About $1.5 trillion was erased from the value of global equities Monday after Greece short-circuited bailout talks by calling a referendum on creditor demands. The focus Tuesday shifts to whether Greece will default on a $1.7 billion payment due to the International Monetary Fund. Chinese authorities stepped up efforts to quell market panic, allowing pension funds to buy stocks as a brokerage association called on investors and fund managers to stabilize the market.
“After the recent correction, investors might think stocks are oversold and hope regulators will introduce further measures to support the market,” said Shen Zhengyang, an analyst at Northeast Securities Co. in Shanghai. “The fund
industry association’s remarks on stocks might also have boosted investor confidence.”
The Shanghai Composite, which finished Monday more than 20 percent below a June 12 high, is swinging by the most since 2008. The gauge swung by 9 percent from bottom to top Tuesday, after Monday’s 9.8 percent fluctuation that was the biggest in point terms since 1992.

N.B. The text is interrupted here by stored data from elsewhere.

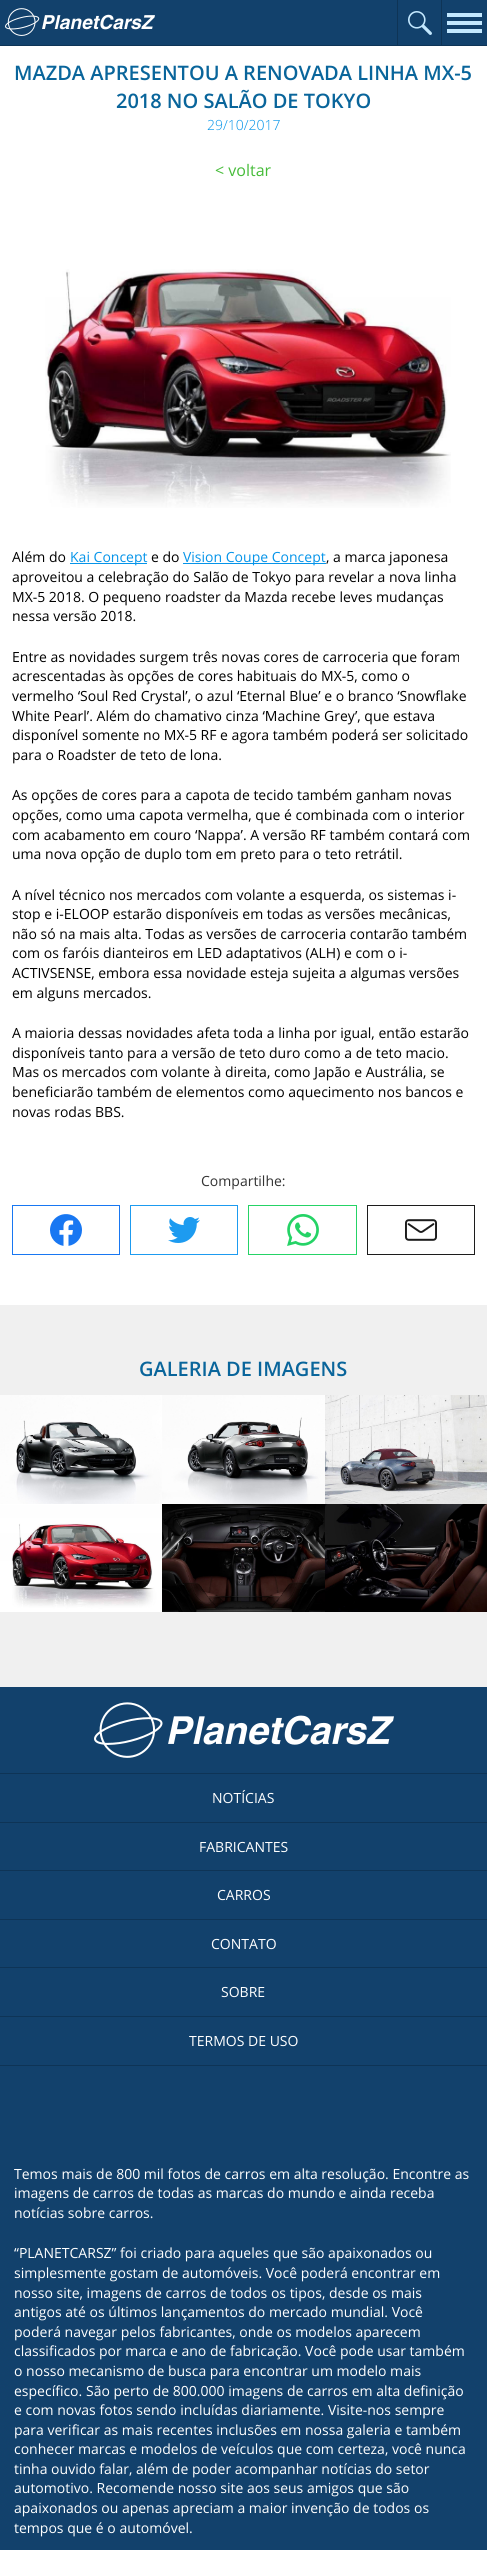 import math
import cairo

surface = cairo.ImageSurface(cairo.FORMAT_RGB24, 487, 2550)
ctx = cairo.Context(surface)
options = cairo.FontOptions()
options.set_hint_metrics(cairo.HINT_METRICS_OFF)
options.set_hint_style(cairo.HINT_STYLE_NONE)
ctx.set_font_options(options)
ctx.set_miter_limit(4)


def picture(path, x, y, w, h):
    ctx.save()
    ctx.set_source_surface(cairo.ImageSurface.create_from_png(path), x, y)
    ctx.rectangle(x, y, w, h)
    ctx.fill()
    ctx.restore()


ctx.set_source_rgb(1, 1, 1)
ctx.paint()
ctx.set_source_rgb(0.071, 0.255, 0.424)
ctx.rectangle(0, 0, 487, 45)
ctx.fill()
ctx.set_source_rgb(0.055, 0.204, 0.337)
ctx.rectangle(0, 45, 487, 1)
ctx.fill()
picture("img1.png", 5, 8, 150, 28)
ctx.rectangle(441, 0, 1, 45)
ctx.fill()
ctx.rectangle(397, 0, 1, 45)
ctx.fill()
picture("img2.png", 408, 11, 24, 24)
ctx.set_source_rgb(0.765, 0.91, 1)
ctx.rectangle(447, 21, 35, 4)
ctx.fill()
ctx.rectangle(447, 13, 35, 4)
ctx.fill()
ctx.rectangle(447, 29, 35, 4)
ctx.fill()
ctx.select_font_face("Open Sans SemiBold")
ctx.set_font_size(20)
ctx.set_source_rgb(0.039, 0.396, 0.608)
ctx.move_to(14, 80)
ctx.show_text("MAZDA APRESENTOU A RENOVADA LINHA MX-5")
ctx.move_to(116, 108)
ctx.show_text("2018 NO SALÃO DE TOKYO")
ctx.select_font_face("Open Sans Light")
ctx.set_font_size(14)
ctx.set_source_rgb(0.02, 0.58, 0.914)
ctx.move_to(207, 130)
ctx.show_text("29/10/2017")
ctx.select_font_face("Open Sans")
ctx.set_font_size(16)
ctx.set_source_rgb(0.275, 0.737, 0.224)
ctx.move_to(215, 176)
ctx.show_text("< voltar")
picture("img3.png", 45, 269, 406, 239)
ctx.set_font_size(14)
ctx.set_source_rgb(0, 0, 0)
ctx.move_to(12, 562)
ctx.show_text("Além do")
ctx.set_source_rgb(0.02, 0.58, 0.914)
ctx.rectangle(70, 563, 77, 1)
ctx.fill()
ctx.move_to(70, 562)
ctx.show_text("Kai Concept")
ctx.set_source_rgb(0, 0, 0)
ctx.move_to(151, 562)
ctx.show_text("e do")
ctx.set_source_rgb(0.02, 0.58, 0.914)
ctx.rectangle(183, 563, 143, 1)
ctx.fill()
ctx.move_to(183, 562)
ctx.show_text("Vision Coupe Concept")
ctx.set_source_rgb(0, 0, 0)
ctx.move_to(326, 562)
ctx.show_text(", a marca japonesa")
ctx.move_to(12, 582)
ctx.show_text("aproveitou a celebração do Salão de Tokyo para revelar a nova linha")
ctx.move_to(12, 602)
ctx.show_text("MX-5 2018. O pequeno roadster da Mazda recebe leves mudanças")
ctx.move_to(12, 621)
ctx.show_text("nessa versão 2018.")
ctx.move_to(12, 662)
ctx.show_text("Entre as novidades surgem três novas cores de carroceria que foram")
ctx.move_to(12, 681)
ctx.show_text("acrescentadas às opções de cores habituais do MX-5, como o")
ctx.move_to(12, 701)
ctx.show_text("vermelho ‘Soul Red Crystal’, o azul ‘Eternal Blue’ e o branco ‘Snowflake")
ctx.move_to(12, 721)
ctx.show_text("White Pearl’. Além do chamativo cinza ‘Machine Grey’, que estava")
ctx.move_to(12, 740)
ctx.show_text("disponível somente no MX-5 RF e agora também poderá ser solicitado")
ctx.move_to(12, 760)
ctx.show_text("para o Roadster de teto de lona.")
ctx.move_to(12, 800)
ctx.show_text("As opções de cores para a capota de tecido também ganham novas")
ctx.move_to(12, 820)
ctx.show_text("opções, como uma capota vermelha, que é combinada com o interior")
ctx.move_to(12, 840)
ctx.show_text("com acabamento em couro ‘Nappa’. A versão RF também contará com")
ctx.move_to(12, 859)
ctx.show_text("uma nova opção de duplo tom em preto para o teto retrátil.")
ctx.move_to(12, 900)
ctx.show_text("A nível técnico nos mercados com volante a esquerda, os sistemas i-")
ctx.move_to(12, 919)
ctx.show_text("stop e i-ELOOP estarão disponíveis em todas as versões mecânicas,")
ctx.move_to(12, 939)
ctx.show_text("não só na mais alta. Todas as versões de carroceria contarão também")
ctx.move_to(12, 958)
ctx.show_text("com os faróis dianteiros em LED adaptativos (ALH) e com o i-")
ctx.move_to(12, 978)
ctx.show_text("ACTIVSENSE, embora essa novidade esteja sujeita a algumas versões")
ctx.move_to(12, 998)
ctx.show_text("em alguns mercados.")
ctx.move_to(12, 1038)
ctx.show_text("A maioria dessas novidades afeta toda a linha por igual, então estarão")
ctx.move_to(12, 1058)
ctx.show_text("disponíveis tanto para a versão de teto duro como a de teto macio.")
ctx.move_to(12, 1077)
ctx.show_text("Mas os mercados com volante à direita, como Japão e Austrália, se")
ctx.move_to(12, 1097)
ctx.show_text("beneficiarão também de elementos como aquecimento nos bancos e")
ctx.move_to(12, 1117)
ctx.show_text("novas rodas BBS.")
ctx.set_source_rgb(0.2, 0.2, 0.2)
ctx.move_to(201, 1186)
ctx.show_text("Compartilhe:")
ctx.rectangle(12.5, 1205.5, 107, 49)
ctx.set_source_rgb(0.094, 0.467, 0.949)
ctx.set_line_width(1)
ctx.stroke()
picture("img4.png", 50, 1214, 32, 32)
ctx.rectangle(130.5, 1205.5, 107, 49)
ctx.set_source_rgb(0.114, 0.608, 0.941)
ctx.stroke()
picture("img5.png", 168, 1217, 32, 26)
ctx.rectangle(248.5, 1205.5, 108, 49)
ctx.set_source_rgb(0.145, 0.827, 0.4)
ctx.stroke()
picture("img6.png", 287, 1214, 32, 32)
ctx.rectangle(367.5, 1205.5, 107, 49)
ctx.set_source_rgb(0.11, 0.11, 0.11)
ctx.stroke()
picture("img7.png", 405, 1219, 32, 22)
ctx.set_source_rgb(0.941, 0.941, 0.941)
ctx.rectangle(0, 1305, 487, 382)
ctx.fill()
ctx.select_font_face("Open Sans SemiBold")
ctx.set_font_size(20)
ctx.set_source_rgb(0.039, 0.396, 0.608)
ctx.move_to(139, 1376)
ctx.show_text("GALERIA DE IMAGENS")
picture("img8.png", 0, 1395, 162, 109)
picture("img9.png", 162, 1395, 163, 109)
picture("img10.png", 325, 1395, 162, 109)
picture("img11.png", 0, 1504, 162, 108)
picture("img12.png", 162, 1504, 163, 108)
picture("img13.png", 325, 1504, 162, 108)
ctx.set_source_rgb(0.071, 0.255, 0.424)
ctx.rectangle(0, 1687, 487, 863)
ctx.fill()
picture("img14.png", 94, 1702, 300, 56)
ctx.set_source_rgb(0.055, 0.204, 0.337)
ctx.rectangle(0, 1773, 487, 1)
ctx.fill()
ctx.select_font_face("Open Sans")
ctx.set_font_size(14)
ctx.set_source_rgb(1, 1, 1)
ctx.move_to(212, 1803)
ctx.show_text("NOTÍCIAS")
ctx.set_source_rgb(0.055, 0.204, 0.337)
ctx.rectangle(0, 1822, 487, 1)
ctx.fill()
ctx.set_source_rgb(1, 1, 1)
ctx.move_to(199, 1852)
ctx.show_text("FABRICANTES")
ctx.set_source_rgb(0.055, 0.204, 0.337)
ctx.rectangle(0, 1870, 487, 1)
ctx.fill()
ctx.set_source_rgb(1, 1, 1)
ctx.move_to(217, 1900)
ctx.show_text("CARROS")
ctx.set_source_rgb(0.055, 0.204, 0.337)
ctx.rectangle(0, 1919, 487, 1)
ctx.fill()
ctx.set_source_rgb(1, 1, 1)
ctx.move_to(211, 1949)
ctx.show_text("CONTATO")
ctx.set_source_rgb(0.055, 0.204, 0.337)
ctx.rectangle(0, 1967, 487, 1)
ctx.fill()
ctx.set_source_rgb(1, 1, 1)
ctx.move_to(221, 1997)
ctx.show_text("SOBRE")
ctx.set_source_rgb(0.055, 0.204, 0.337)
ctx.rectangle(0, 2016, 487, 1)
ctx.fill()
ctx.rectangle(0, 2065, 487, 1)
ctx.fill()
ctx.set_source_rgb(1, 1, 1)
ctx.move_to(189, 2046)
ctx.show_text("TERMOS DE USO")
ctx.move_to(14, 2179)
ctx.show_text("Temos mais de 800 mil fotos de carros em alta resolução. Encontre as")
ctx.move_to(14, 2198)
ctx.show_text("imagens de carros de todas as marcas do mundo e ainda receba")
ctx.move_to(14, 2218)
ctx.show_text("notícias sobre carros.")
ctx.move_to(14, 2258)
ctx.show_text("“PLANETCARSZ” foi criado para aqueles que são apaixonados ou")
ctx.move_to(14, 2278)
ctx.show_text("simplesmente gostam de automóveis. Você poderá encontrar em")
ctx.move_to(14, 2298)
ctx.show_text("nosso site, imagens de carros de todos os tipos, desde os mais")
ctx.move_to(14, 2317)
ctx.show_text("antigos até os últimos lançamentos do mercado mundial. Você")
ctx.move_to(14, 2337)
ctx.show_text("poderá navegar pelos fabricantes, onde os modelos aparecem")
ctx.move_to(14, 2356)
ctx.show_text("classificados por marca e ano de fabricação. Você pode usar também")
ctx.move_to(14, 2376)
ctx.show_text("o nosso mecanismo de busca para encontrar um modelo mais")
ctx.move_to(14, 2396)
ctx.show_text("específico. São perto de 800.000 imagens de carros em alta definição")
ctx.move_to(14, 2415)
ctx.show_text("e com novas fotos sendo incluídas diariamente. Visite-nos sempre")
ctx.move_to(14, 2435)
ctx.show_text("para verificar as mais recentes inclusões em nossa galeria e também")
ctx.move_to(14, 2454)
ctx.show_text("conhecer marcas e modelos de veículos que com certeza, você nunca")
ctx.move_to(14, 2474)
ctx.show_text("tinha ouvido falar, além de poder acompanhar notícias do setor")
ctx.move_to(14, 2493)
ctx.show_text("automotivo. Recomende nosso site aos seus amigos que são")
ctx.move_to(14, 2513)
ctx.show_text("apaixonados ou apenas apreciam a maior invenção de todos os")
ctx.move_to(14, 2533)
ctx.show_text("tempos que é o automóvel.")
surface.write_to_png("page.png")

The benchmark gauge for China’s largest venue is 12 percent higher for the quarter, a fifth straight gain. Investors should look at stock market risks from a long-term and rational point-of-view, according to a statement from a sub-committee of China’s Asset Management Association.
The government is considering pushing China Nuclear Engineering’s IPO to a later date because of current market conditions, according to people familiar with the situation, who asked not to be identified as the matter is private.
Hong Kong’s Hang Seng Index advanced 1.4 percent, with a gauge of Chinese companies listed in the city jumping 2.4 percent.
Yields on 10-year Treasury notes held at 2.32 percent, following the previous session’s 15 basis-point plunge. Similar-maturity Japanese debt paid 0.46 percent, paring Monday’s drop. Australian bonds due in a decade yielded 2.95 percent after sliding 10 basis points Monday.
Greek Prime Minister Alexis Tsipras claimed Monday that regional leaders didn’t have the nerve to kick them out of the euro and that a “no” vote in the July 5 referendum will strengthen the country’s bargaining position.
While European Central Bank Executive Board member Benoit Coeure said in an interview with Les Echos published late Monday that a “yes” decision will prompt euro zone members to “find the means, under one form or another, to honor their commitments.”
The euro lost 0.4 percent against the dollar and fell 0.6 percent to 136.94 yen Tuesday. The 19-nation currency is still on track for its best quarterly performance since 2011.
Greece’s current bailout package expires Tuesday, just as the payment is due to the IMF. S&P cut Greece’s credit rating by one level Monday, saying the probability of the country leaving the euro area is now 50 percent. Capital controls and a bank holiday were imposed in Greece early Monday and the stock exchange was closed.
Australia’s S&P/ASX 200 Index rose 0.3 percent following a three-day retreat. The Kospi index in Seoul climbed 0.4 percent, increasing its second straight quarterly gain to 1.2 percent.
Japanese stocks swung between gains and losses. The Nikkei 225 Stock Average is up 5 percent this quarter, set for a fifth straight advance after touching an almost 19-year high last week. A measure of option prices on the gauge fell 8.4 percent after surging 29 percent Monday, the most since August.
The Bloomberg Dollar Spot Index, a gauge of the U.S. currency against 10 major peers, rose 0.1 percent after slipping 0.3 percent on Monday. The Swiss franc retreated 0.6 percent.
The Korean won gained 0.9 percent, while New Zealand’s dollar extended losses near a five-year low, dropping 0.6 percent.